Sony AI's 'Ace' robot beat elite table tennis players in real matches, clocking 20ms reaction times and tracking spin above 9,000 rpm with event-based vision.

  • 01. Sony AI published Project Ace in Nature on April 23, 2026.
  • 02. Ace won 3 of 5 matches against elite players with 10+ years of experience.
  • 03. Against T-League professionals, Ace took games in initial tests and defeated multiple pros in later rounds.
  • 04. End-to-end latency is 20.2 milliseconds vs ~230 for elite humans.
  • 05. Three event-based vision sensors track ball spin exceeding 9,000 rpm with sub-millisecond precision.
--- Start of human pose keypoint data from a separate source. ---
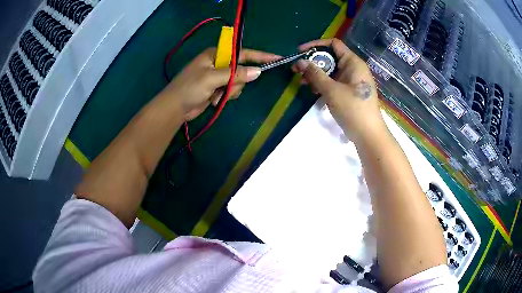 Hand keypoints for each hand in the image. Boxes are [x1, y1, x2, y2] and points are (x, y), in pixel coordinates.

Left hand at [161, 47, 279, 120]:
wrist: (175, 108)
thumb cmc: (190, 88)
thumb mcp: (212, 78)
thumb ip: (235, 74)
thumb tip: (258, 72)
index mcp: (216, 54)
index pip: (243, 53)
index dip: (260, 56)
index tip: (276, 58)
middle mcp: (219, 63)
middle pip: (242, 70)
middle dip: (236, 82)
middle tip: (224, 88)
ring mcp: (218, 77)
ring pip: (239, 83)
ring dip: (230, 91)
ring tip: (215, 96)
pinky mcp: (217, 89)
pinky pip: (232, 91)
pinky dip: (226, 97)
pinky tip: (214, 100)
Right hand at [293, 39, 384, 141]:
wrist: (368, 135)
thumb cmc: (353, 109)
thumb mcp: (331, 90)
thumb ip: (315, 74)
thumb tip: (299, 62)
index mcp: (353, 62)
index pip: (333, 44)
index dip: (316, 45)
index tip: (300, 52)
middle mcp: (353, 68)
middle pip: (331, 57)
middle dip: (313, 62)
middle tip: (297, 71)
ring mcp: (352, 80)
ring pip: (331, 71)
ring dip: (316, 74)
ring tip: (303, 83)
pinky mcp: (350, 91)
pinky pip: (334, 82)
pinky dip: (323, 84)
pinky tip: (314, 91) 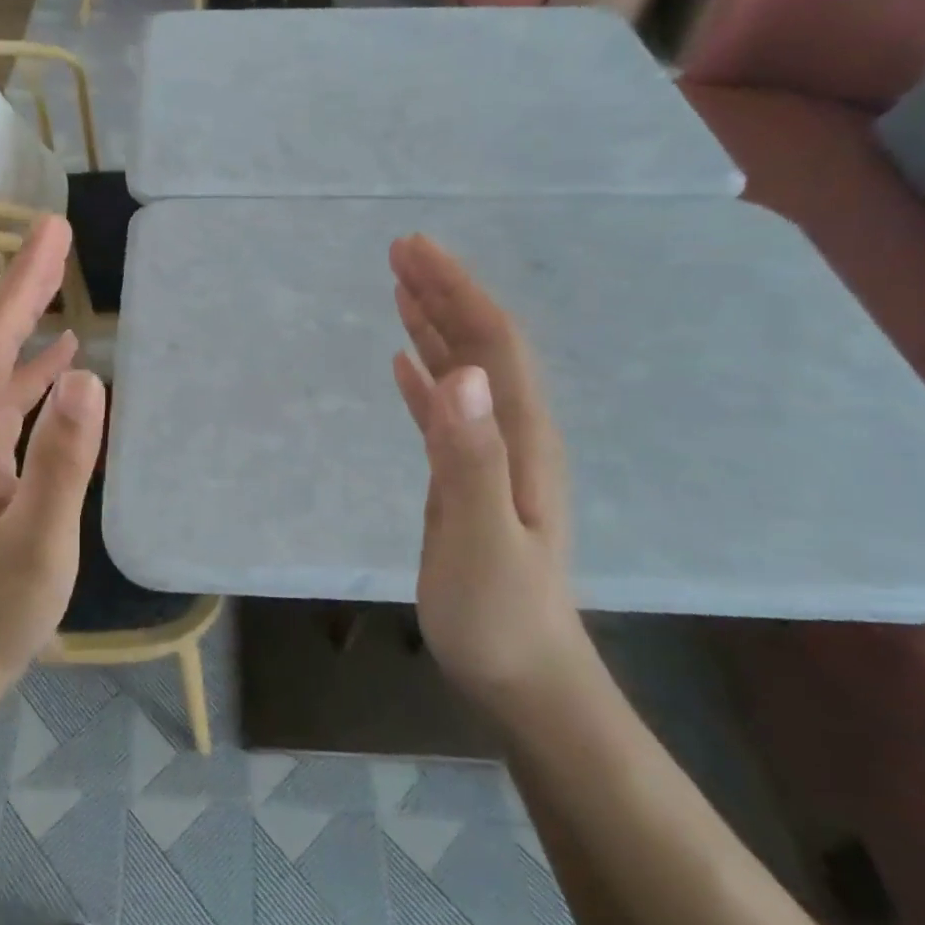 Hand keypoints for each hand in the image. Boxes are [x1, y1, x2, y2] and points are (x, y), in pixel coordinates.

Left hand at [0, 215, 106, 688]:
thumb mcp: (40, 538)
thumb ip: (63, 458)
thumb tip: (86, 377)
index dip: (21, 280)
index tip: (51, 231)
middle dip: (19, 285)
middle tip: (54, 239)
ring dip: (22, 324)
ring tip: (58, 288)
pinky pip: (0, 404)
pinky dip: (27, 374)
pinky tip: (57, 370)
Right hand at [389, 234, 584, 714]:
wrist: (523, 676)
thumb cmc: (498, 613)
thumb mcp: (481, 537)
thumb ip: (470, 456)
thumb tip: (458, 371)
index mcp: (521, 437)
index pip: (494, 342)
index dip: (457, 290)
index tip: (414, 249)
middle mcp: (513, 435)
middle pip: (483, 346)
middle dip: (445, 292)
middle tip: (400, 251)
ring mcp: (492, 457)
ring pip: (466, 372)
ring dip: (435, 325)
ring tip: (401, 288)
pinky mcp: (468, 479)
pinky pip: (447, 411)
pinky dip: (427, 377)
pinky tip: (407, 363)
Sony AI has achieved a significant breakthrough in robotics with Project Ace, a fully autonomous table tennis system that defeated elite human players in competitive matches. Published in Nature, the research demonstrates the robot's ability to outperform players with over a decade of experience and twenty hours of weekly training, winning three of five matches against elite competitors. The robot's competitive advantage lies in its exceptional speed and precision. With an end-to-end latency of just 20.2 milliseconds—more than ten times faster than the typical 230ms human response—the system can react and respond with unprecedented quickness. Three event-based vision sensors provide sub-millisecond ball tracking accuracy, capable of detecting spin rates exceeding 9,000 revolutions per minute. Project Ace represents a crucial advancement in real-world robotics applications. Unlike controlled laboratory environments, competitive sport demands instantaneous perception, planning, and execution without opportunities for correction. The system's success against professional T-League players, including outright victories in later rounds, validates its ability to operate effectively in dynamic, high-pressure scenarios. The achievement has impressed even seasoned professionals, with a former Olympic player describing the robot's underspin serve as "impossible." This milestone demonstrates that AI systems can now compete with human experts in complex physical tasks requiring split-second decision-making and precise motor control.